--- START ---
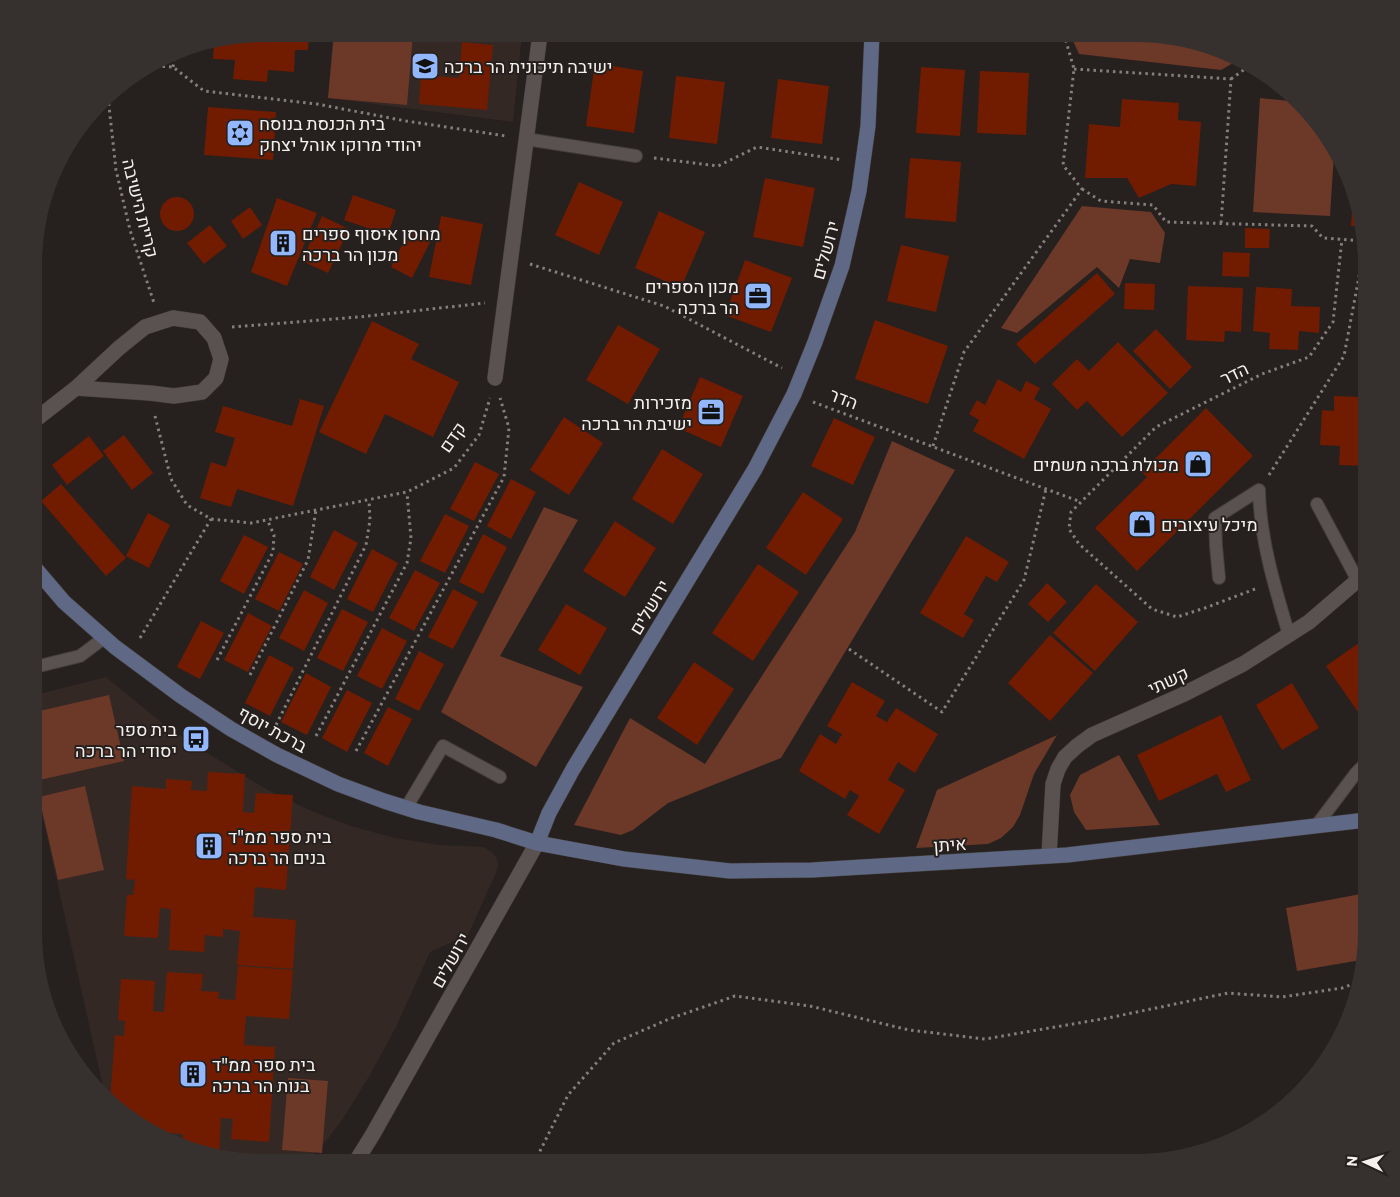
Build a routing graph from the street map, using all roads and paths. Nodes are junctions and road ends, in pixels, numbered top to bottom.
1 (539, 42) edge
2 (872, 42) edge
3 (1066, 42) edge
4 (174, 62) edge
5 (164, 66) edge
6 (173, 67) junction
7 (1074, 69) junction
8 (1243, 70) edge
9 (1231, 79) junction
10 (109, 107) edge
11 (526, 139) junction
12 (636, 156) joint
13 (863, 163) junction
14 (1082, 189) junction
15 (1221, 224) junction
16 (1342, 239) junction
17 (1356, 240) edge
18 (511, 258) junction
19 (1358, 282) edge
20 (505, 300) junction
21 (160, 322) junction
22 (206, 329) junction
23 (495, 378) junction
24 (800, 378) junction
25 (76, 388) junction
26 (150, 393) junction
27 (794, 394) junction
28 (42, 415) edge
29 (933, 446) junction
30 (1046, 488) junction
31 (1260, 490) junction
32 (407, 492) junction
33 (369, 500) junction
34 (1081, 502) junction
35 (1317, 504) dead end
36 (316, 510) junction
37 (211, 519) junction
38 (267, 519) junction
39 (1358, 571) edge
40 (42, 576) edge
41 (1220, 578) dead end
42 (1358, 580) edge
43 (1274, 582) junction
44 (1289, 635) junction
45 (104, 638) junction
46 (849, 649) dead end
47 (128, 657) junction
48 (217, 660) dead end
49 (42, 665) edge
50 (250, 674) dead end
51 (276, 725) dead end
52 (316, 736) dead end
53 (356, 751) dead end
54 (1358, 771) edge
55 (500, 777) dead end
56 (406, 808) junction
57 (1358, 821) edge
58 (1316, 826) junction
59 (537, 842) junction
60 (1049, 856) junction
61 (1351, 985) edge
62 (360, 1155) edge
63 (538, 1155) edge

1 - 11 street
2 - 13 street, ירושלים
3 - 7 path
4 - 6 path
5 - 6 path
6 - 11 path
7 - 9 path
7 - 14 path
8 - 9 path
9 - 15 path
10 - 21 path, קריית הישיבה
11 - 12 lane
11 - 18 street
12 - 13 path
13 - 24 street, ירושלים
14 - 15 path
14 - 29 path
15 - 16 path
16 - 17 path
16 - 34 path, הדר
18 - 20 street
18 - 24 path
19 - 31 path
20 - 22 path
20 - 23 street
21 - 22 street
21 - 25 street
22 - 26 street
23 - 32 path, קדם
23 - 53 path
24 - 27 street, ירושלים
25 - 26 street
25 - 28 street
26 - 37 path, קדם
27 - 29 path, הדר
27 - 59 street, ירושלים
29 - 30 path, הדר
30 - 34 path, הדר
30 - 46 path
31 - 41 lane
31 - 43 lane
32 - 33 path, קדם
32 - 52 path
33 - 36 path, קדם
33 - 51 path
34 - 43 path, הדר
35 - 39 lane
36 - 38 path, קדם
36 - 50 path
37 - 38 path, קדם
37 - 47 path
38 - 48 path
40 - 45 street, ברכת יוסף
42 - 44 street, קשתי
43 - 44 lane
44 - 60 street, קשתי
45 - 47 street, ברכת יוסף
45 - 49 lane
47 - 56 street, ברכת יוסף
54 - 58 lane
55 - 56 lane
56 - 59 street, ברכת יוסף
57 - 58 street, איתן
58 - 60 street, איתן
59 - 60 street, איתן
59 - 62 street, ירושלים
61 - 63 path

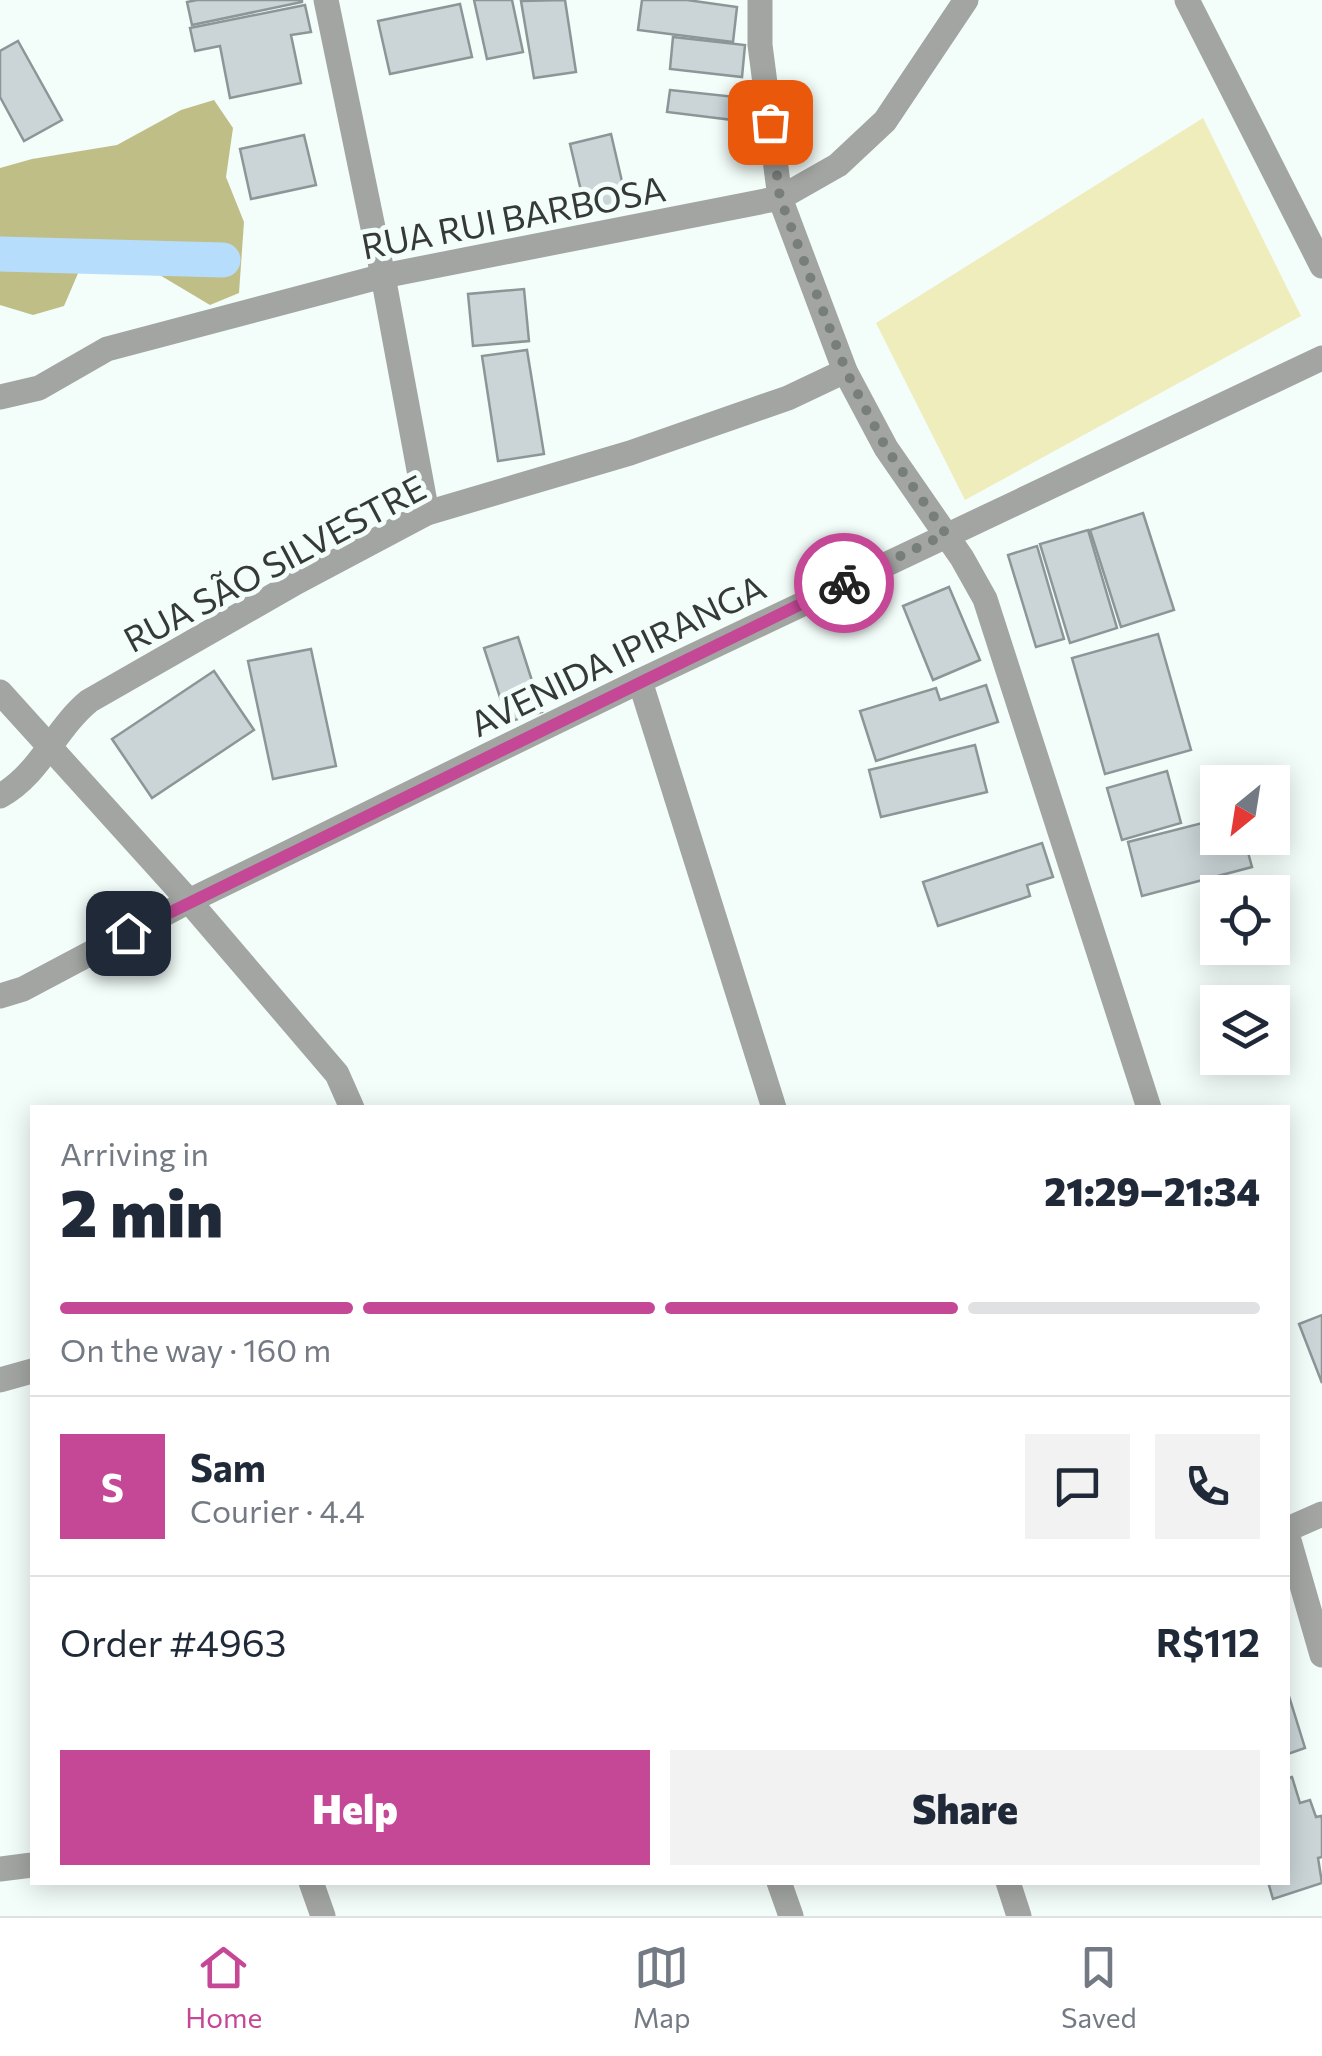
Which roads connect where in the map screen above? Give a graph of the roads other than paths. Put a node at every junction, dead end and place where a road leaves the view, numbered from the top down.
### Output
1 (326, 0) edge
2 (760, 0) edge
3 (966, 0) edge
4 (1187, 0) edge
5 (780, 198) junction
6 (1322, 266) edge
7 (384, 276) junction
8 (1322, 358) edge
9 (846, 371) junction
10 (0, 397) edge
11 (427, 513) junction
12 (946, 534) junction
13 (640, 681) junction
14 (0, 692) edge
15 (50, 746) junction
16 (0, 796) edge
17 (189, 902) junction
18 (0, 996) edge
19 (351, 1105) edge
20 (773, 1105) edge
21 (1148, 1105) edge
22 (30, 1372) edge
23 (0, 1380) edge
24 (1322, 1514) edge
25 (1290, 1528) edge
26 (1290, 1545) edge
27 (1322, 1655) edge
28 (30, 1865) edge
29 (0, 1869) edge
30 (312, 1885) edge
31 (780, 1885) edge
32 (1009, 1885) edge
33 (323, 1916) edge
34 (792, 1916) edge
35 (1018, 1916) edge

1 - 7 street
2 - 5 street
3 - 5 street, RUA RUI BARBOSA
4 - 6 street
5 - 7 street, RUA RUI BARBOSA
5 - 9 street
7 - 10 street, RUA RUI BARBOSA
7 - 11 street
8 - 12 street, AVENIDA IPIRANGA
9 - 11 street, RUA SÃO SILVESTRE
9 - 12 street
11 - 15 street, RUA SÃO SILVESTRE
12 - 13 street, AVENIDA IPIRANGA
12 - 21 street
13 - 17 street, AVENIDA IPIRANGA
13 - 20 street
14 - 15 street
15 - 16 street, RUA SÃO SILVESTRE
15 - 17 street
17 - 18 street, AVENIDA IPIRANGA
17 - 19 street
22 - 23 street
24 - 25 street
26 - 27 street
28 - 29 street
30 - 33 street
31 - 34 street
32 - 35 street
--- END ---
## Required work
This task asks for the data above repeated exactly, without a single picture.

## Solution
Build a routing graph from the street map, using all roads and paths. Nodes are junctions and road ends, in pixels, numbered top to bottom.
1 (539, 42) edge
2 (872, 42) edge
3 (1066, 42) edge
4 (174, 62) edge
5 (164, 66) edge
6 (173, 67) junction
7 (1074, 69) junction
8 (1243, 70) edge
9 (1231, 79) junction
10 (109, 107) edge
11 (526, 139) junction
12 (636, 156) joint
13 (863, 163) junction
14 (1082, 189) junction
15 (1221, 224) junction
16 (1342, 239) junction
17 (1356, 240) edge
18 (511, 258) junction
19 (1358, 282) edge
20 (505, 300) junction
21 (160, 322) junction
22 (206, 329) junction
23 (495, 378) junction
24 (800, 378) junction
25 (76, 388) junction
26 (150, 393) junction
27 (794, 394) junction
28 (42, 415) edge
29 (933, 446) junction
30 (1046, 488) junction
31 (1260, 490) junction
32 (407, 492) junction
33 (369, 500) junction
34 (1081, 502) junction
35 (1317, 504) dead end
36 (316, 510) junction
37 (211, 519) junction
38 (267, 519) junction
39 (1358, 571) edge
40 (42, 576) edge
41 (1220, 578) dead end
42 (1358, 580) edge
43 (1274, 582) junction
44 (1289, 635) junction
45 (104, 638) junction
46 (849, 649) dead end
47 (128, 657) junction
48 (217, 660) dead end
49 (42, 665) edge
50 (250, 674) dead end
51 (276, 725) dead end
52 (316, 736) dead end
53 (356, 751) dead end
54 (1358, 771) edge
55 (500, 777) dead end
56 (406, 808) junction
57 (1358, 821) edge
58 (1316, 826) junction
59 (537, 842) junction
60 (1049, 856) junction
61 (1351, 985) edge
62 (360, 1155) edge
63 (538, 1155) edge

1 - 11 street
2 - 13 street, ירושלים
3 - 7 path
4 - 6 path
5 - 6 path
6 - 11 path
7 - 9 path
7 - 14 path
8 - 9 path
9 - 15 path
10 - 21 path, קריית הישיבה
11 - 12 lane
11 - 18 street
12 - 13 path
13 - 24 street, ירושלים
14 - 15 path
14 - 29 path
15 - 16 path
16 - 17 path
16 - 34 path, הדר
18 - 20 street
18 - 24 path
19 - 31 path
20 - 22 path
20 - 23 street
21 - 22 street
21 - 25 street
22 - 26 street
23 - 32 path, קדם
23 - 53 path
24 - 27 street, ירושלים
25 - 26 street
25 - 28 street
26 - 37 path, קדם
27 - 29 path, הדר
27 - 59 street, ירושלים
29 - 30 path, הדר
30 - 34 path, הדר
30 - 46 path
31 - 41 lane
31 - 43 lane
32 - 33 path, קדם
32 - 52 path
33 - 36 path, קדם
33 - 51 path
34 - 43 path, הדר
35 - 39 lane
36 - 38 path, קדם
36 - 50 path
37 - 38 path, קדם
37 - 47 path
38 - 48 path
40 - 45 street, ברכת יוסף
42 - 44 street, קשתי
43 - 44 lane
44 - 60 street, קשתי
45 - 47 street, ברכת יוסף
45 - 49 lane
47 - 56 street, ברכת יוסף
54 - 58 lane
55 - 56 lane
56 - 59 street, ברכת יוסף
57 - 58 street, איתן
58 - 60 street, איתן
59 - 60 street, איתן
59 - 62 street, ירושלים
61 - 63 path

Which roads connect where in the map screen above? Give a graph of the roads other than paths. Put a node at every junction, dead end and place where a road leaves the view, numbered from the top down.
### Output
1 (326, 0) edge
2 (760, 0) edge
3 (966, 0) edge
4 (1187, 0) edge
5 (780, 198) junction
6 (1322, 266) edge
7 (384, 276) junction
8 (1322, 358) edge
9 (846, 371) junction
10 (0, 397) edge
11 (427, 513) junction
12 (946, 534) junction
13 (640, 681) junction
14 (0, 692) edge
15 (50, 746) junction
16 (0, 796) edge
17 (189, 902) junction
18 (0, 996) edge
19 (351, 1105) edge
20 (773, 1105) edge
21 (1148, 1105) edge
22 (30, 1372) edge
23 (0, 1380) edge
24 (1322, 1514) edge
25 (1290, 1528) edge
26 (1290, 1545) edge
27 (1322, 1655) edge
28 (30, 1865) edge
29 (0, 1869) edge
30 (312, 1885) edge
31 (780, 1885) edge
32 (1009, 1885) edge
33 (323, 1916) edge
34 (792, 1916) edge
35 (1018, 1916) edge

1 - 7 street
2 - 5 street
3 - 5 street, RUA RUI BARBOSA
4 - 6 street
5 - 7 street, RUA RUI BARBOSA
5 - 9 street
7 - 10 street, RUA RUI BARBOSA
7 - 11 street
8 - 12 street, AVENIDA IPIRANGA
9 - 11 street, RUA SÃO SILVESTRE
9 - 12 street
11 - 15 street, RUA SÃO SILVESTRE
12 - 13 street, AVENIDA IPIRANGA
12 - 21 street
13 - 17 street, AVENIDA IPIRANGA
13 - 20 street
14 - 15 street
15 - 16 street, RUA SÃO SILVESTRE
15 - 17 street
17 - 18 street, AVENIDA IPIRANGA
17 - 19 street
22 - 23 street
24 - 25 street
26 - 27 street
28 - 29 street
30 - 33 street
31 - 34 street
32 - 35 street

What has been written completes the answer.